Rapid Information Transfer in Networks with Delayed Self Reinforcement
Santosh Devasia

TL;DR
This paper introduces a self reinforcement mechanism in network models that significantly enhances information transfer speed, mimicking superfluid-like behavior and enabling faster responses without increasing individual update rates.
Contribution
It demonstrates that self reinforcement in network nodes can boost information transfer rates and replicate superfluid-like phenomena, without changing network structure or bandwidth.
Findings
Self reinforcement increases transfer rate without higher update frequency.
Models replicate superfluid-like information transfer observed in nature.

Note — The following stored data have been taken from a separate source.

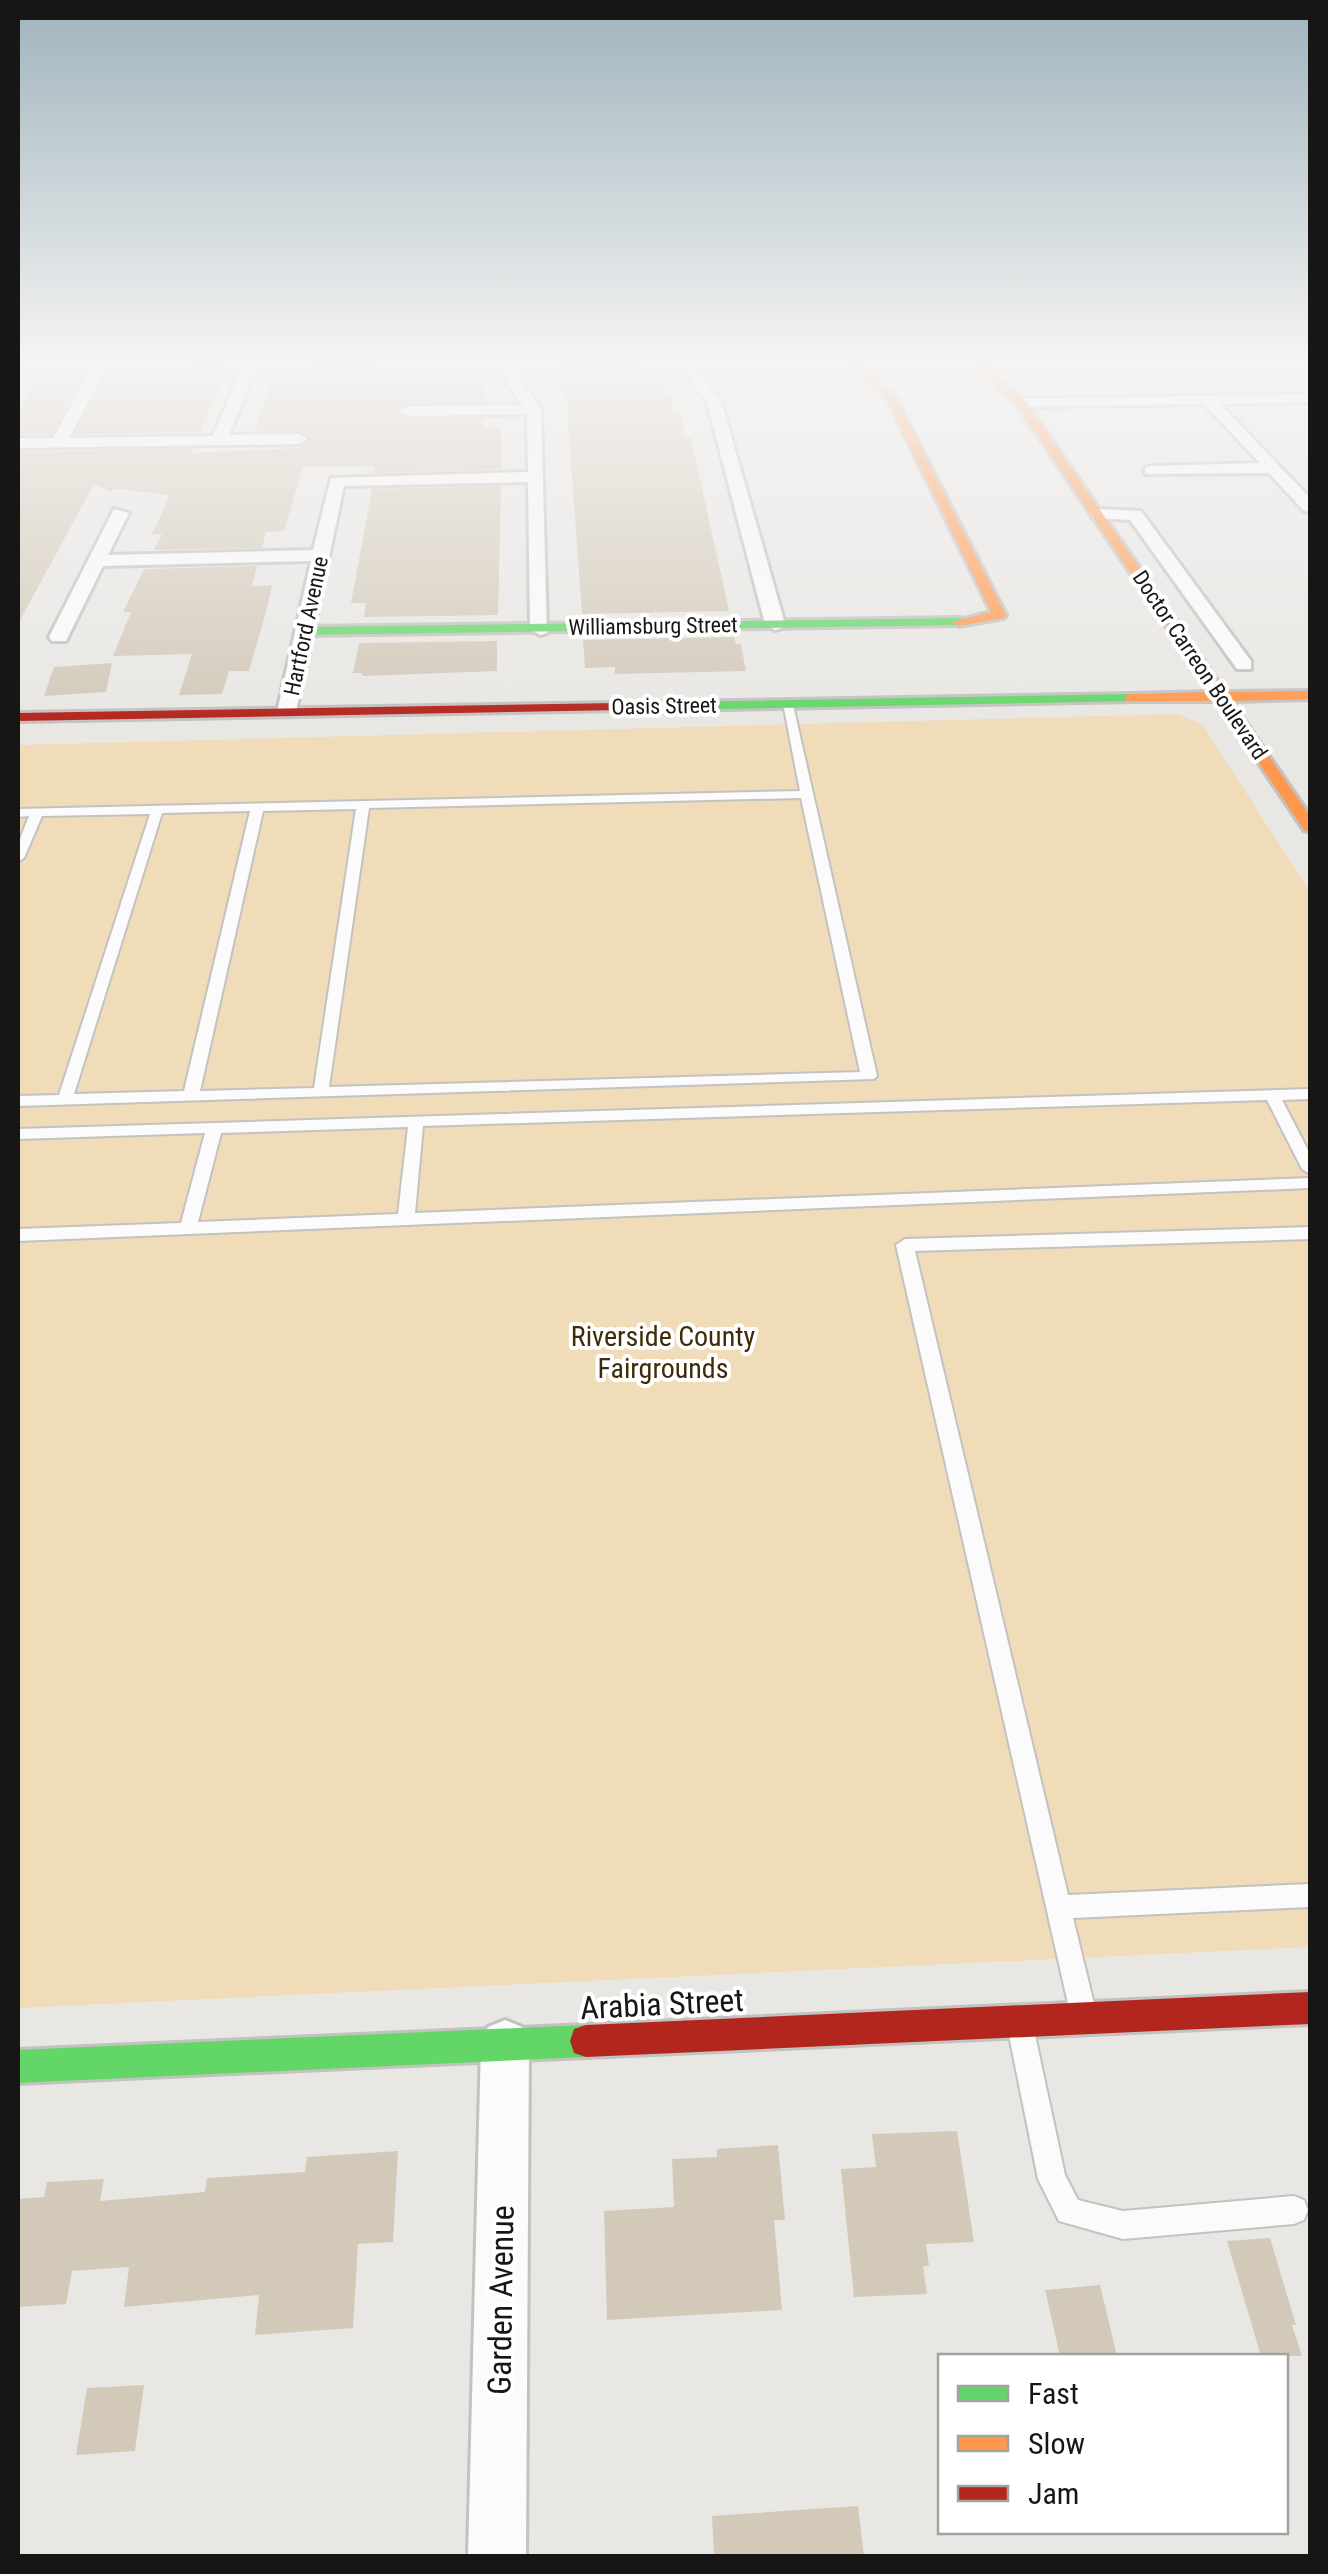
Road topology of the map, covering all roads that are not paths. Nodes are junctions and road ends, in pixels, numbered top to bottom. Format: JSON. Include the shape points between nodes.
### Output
{"nodes":[{"id":1,"x":337,"y":483,"type":"edge"},
{"id":2,"x":537,"y":483,"type":"edge"},
{"id":3,"x":736,"y":483,"type":"edge"},
{"id":4,"x":933,"y":483,"type":"edge"},
{"id":5,"x":1077,"y":483,"type":"edge"},
{"id":6,"x":1287,"y":483,"type":"edge"},
{"id":7,"x":1310,"y":507,"type":"edge"},
{"id":8,"x":120,"y":513,"type":"dead end"},
{"id":9,"x":1098,"y":514,"type":"junction"},
{"id":10,"x":322,"y":555,"type":"junction"},
{"id":11,"x":98,"y":560,"type":"junction"},
{"id":12,"x":775,"y":624,"type":"junction"},
{"id":13,"x":540,"y":629,"type":"junction"},
{"id":14,"x":305,"y":632,"type":"junction"},
{"id":15,"x":58,"y":637,"type":"dead end"},
{"id":16,"x":1244,"y":664,"type":"dead end"},
{"id":17,"x":1310,"y":696,"type":"edge"},
{"id":18,"x":1222,"y":698,"type":"junction"},
{"id":19,"x":787,"y":704,"type":"junction"},
{"id":20,"x":288,"y":712,"type":"junction"},
{"id":21,"x":18,"y":716,"type":"edge"},
{"id":22,"x":807,"y":794,"type":"junction"},
{"id":23,"x":363,"y":806,"type":"junction"},
{"id":24,"x":257,"y":808,"type":"junction"},
{"id":25,"x":157,"y":811,"type":"junction"},
{"id":26,"x":38,"y":812,"type":"junction"},
{"id":27,"x":18,"y":813,"type":"edge"},
{"id":28,"x":1310,"y":828,"type":"edge"},
{"id":29,"x":18,"y":858,"type":"edge"},
{"id":30,"x":320,"y":1092,"type":"junction"},
{"id":31,"x":1310,"y":1094,"type":"edge"},
{"id":32,"x":190,"y":1096,"type":"junction"},
{"id":33,"x":1272,"y":1096,"type":"junction"},
{"id":34,"x":66,"y":1100,"type":"junction"},
{"id":35,"x":18,"y":1101,"type":"edge"},
{"id":36,"x":416,"y":1122,"type":"junction"},
{"id":37,"x":214,"y":1128,"type":"junction"},
{"id":38,"x":18,"y":1134,"type":"edge"},
{"id":39,"x":1310,"y":1170,"type":"edge"},
{"id":40,"x":1310,"y":1183,"type":"edge"},
{"id":41,"x":406,"y":1220,"type":"junction"},
{"id":42,"x":188,"y":1228,"type":"junction"},
{"id":43,"x":1310,"y":1232,"type":"edge"},
{"id":44,"x":18,"y":1235,"type":"edge"},
{"id":45,"x":1310,"y":1895,"type":"edge"},
{"id":46,"x":1059,"y":1907,"type":"junction"},
{"id":47,"x":1310,"y":2008,"type":"edge"},
{"id":48,"x":1085,"y":2018,"type":"junction"},
{"id":49,"x":1019,"y":2020,"type":"junction"},
{"id":50,"x":506,"y":2044,"type":"junction"},
{"id":51,"x":18,"y":2068,"type":"edge"},
{"id":52,"x":1294,"y":2210,"type":"dead end"},
{"id":53,"x":497,"y":2556,"type":"edge"}],
"edges":[{"from":1,"to":10,"type":"street","name":"Hartford Avenue"},
{"from":2,"to":13,"type":"street"},
{"from":3,"to":12,"type":"street"},
{"from":4,"to":12,"type":"street","name":"Williamsburg Street","via":[[999,615],[972,622]]},
{"from":5,"to":9,"type":"street","name":"Doctor Carreon Boulevard"},
{"from":6,"to":7,"type":"street"},
{"from":8,"to":11,"type":"street"},
{"from":9,"to":16,"type":"street","via":[[1135,515]]},
{"from":9,"to":18,"type":"street","name":"Doctor Carreon Boulevard"},
{"from":10,"to":11,"type":"street"},
{"from":10,"to":14,"type":"street","name":"Hartford Avenue"},
{"from":11,"to":15,"type":"street"},
{"from":12,"to":13,"type":"street","name":"Williamsburg Street"},
{"from":13,"to":14,"type":"street","name":"Williamsburg Street"},
{"from":14,"to":20,"type":"street","name":"Hartford Avenue"},
{"from":17,"to":18,"type":"street","name":"Oasis Street"},
{"from":18,"to":19,"type":"street","name":"Oasis Street"},
{"from":18,"to":28,"type":"street","name":"Doctor Carreon Boulevard"},
{"from":19,"to":20,"type":"street","name":"Oasis Street"},
{"from":19,"to":22,"type":"lane"},
{"from":20,"to":21,"type":"street","name":"Oasis Street"},
{"from":22,"to":23,"type":"lane"},
{"from":22,"to":30,"type":"lane","via":[[869,1076]]},
{"from":23,"to":24,"type":"lane"},
{"from":23,"to":30,"type":"lane"},
{"from":24,"to":25,"type":"lane"},
{"from":24,"to":32,"type":"lane"},
{"from":25,"to":26,"type":"lane"},
{"from":25,"to":34,"type":"lane"},
{"from":26,"to":27,"type":"lane"},
{"from":26,"to":29,"type":"lane"},
{"from":30,"to":32,"type":"lane"},
{"from":31,"to":33,"type":"lane"},
{"from":32,"to":34,"type":"lane"},
{"from":33,"to":36,"type":"lane"},
{"from":33,"to":39,"type":"lane"},
{"from":34,"to":35,"type":"lane"},
{"from":36,"to":37,"type":"lane"},
{"from":36,"to":41,"type":"lane"},
{"from":37,"to":38,"type":"lane"},
{"from":37,"to":42,"type":"lane"},
{"from":40,"to":41,"type":"lane"},
{"from":41,"to":42,"type":"lane"},
{"from":42,"to":44,"type":"lane"},
{"from":43,"to":46,"type":"lane","via":[[905,1245]]},
{"from":45,"to":46,"type":"lane"},
{"from":46,"to":48,"type":"lane"},
{"from":47,"to":48,"type":"street","name":"Arabia Street"},
{"from":48,"to":49,"type":"street","name":"Arabia Street"},
{"from":49,"to":50,"type":"street","name":"Arabia Street"},
{"from":49,"to":52,"type":"lane","via":[[1052,2179],[1069,2211],[1122,2225]]},
{"from":50,"to":51,"type":"street","name":"Arabia Street"},
{"from":50,"to":53,"type":"street","name":"Garden Avenue"}]}
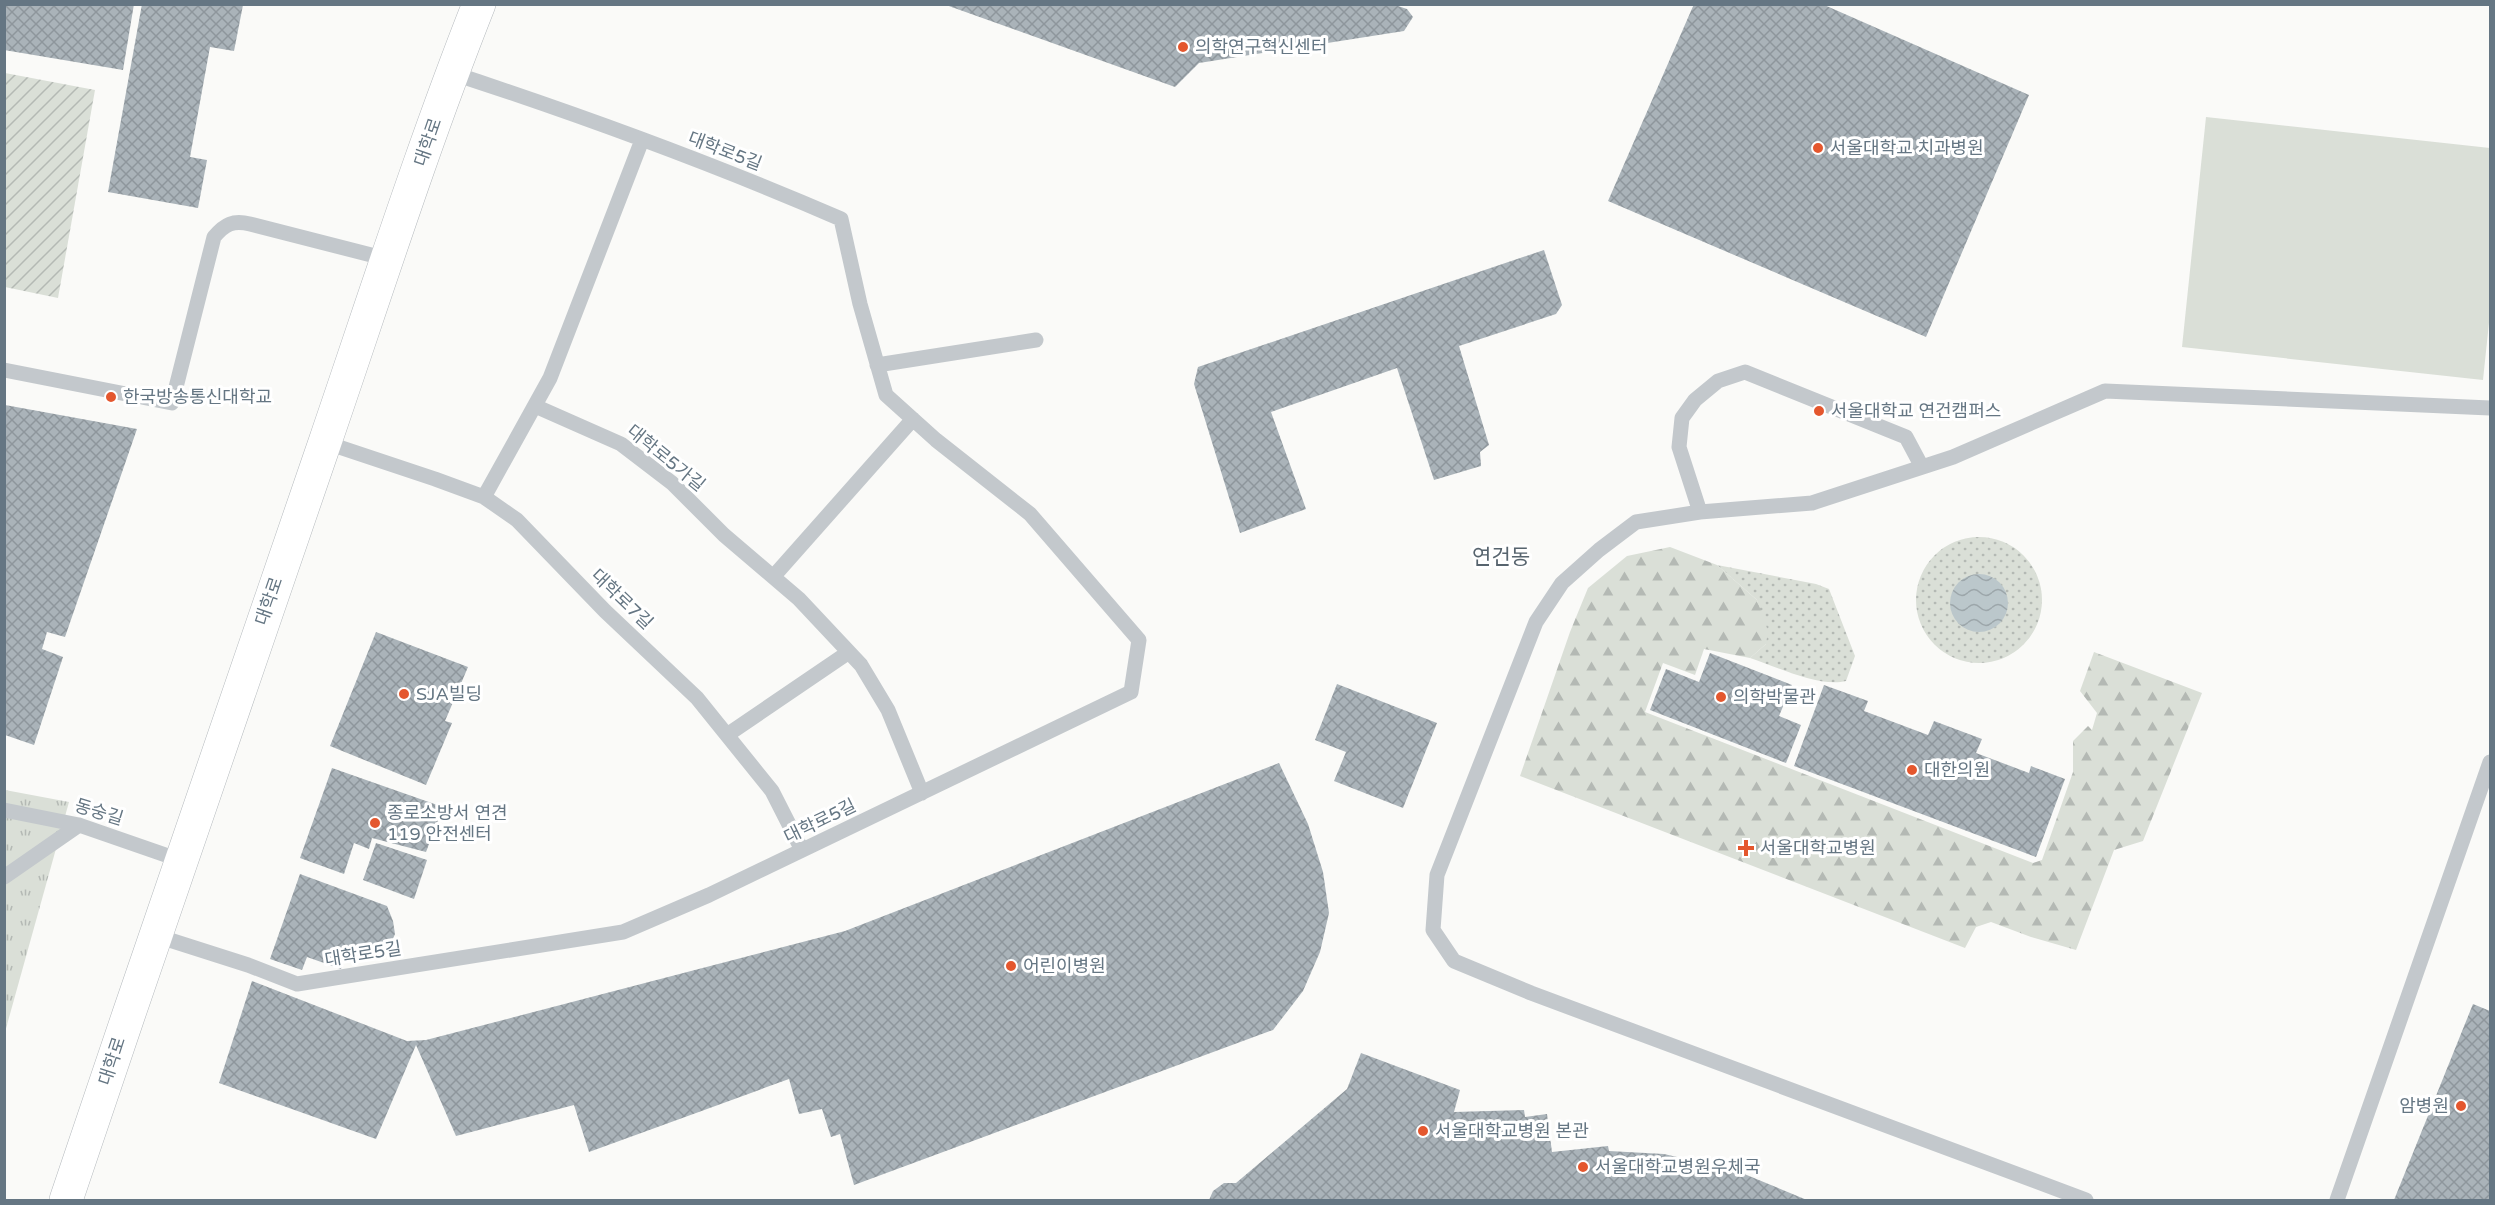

Enhanced transfer leads to faster network responses.
Abstract
The cohesiveness of response to external stimuli depends on rapid distortion-free information transfer across the network. Aligning with the information from the network has been used to model such information transfer. Nevertheless, the rate of such diffusion-type, neighbor-based information transfer is limited by the update rate at which each individual can sense and process information. Moreover, models of the diffusion-type information transfer do not predict the superfluid-like information transfer observed in nature. The contribution of this article is to show that self reinforcement, where each individual augments its neighbor-averaged information update using its previous update, can (i) increase the information-transfer rate without requiring an increased, individual update-rate; and (ii) capture the observed superfluid-like information transfer. This improvement in the…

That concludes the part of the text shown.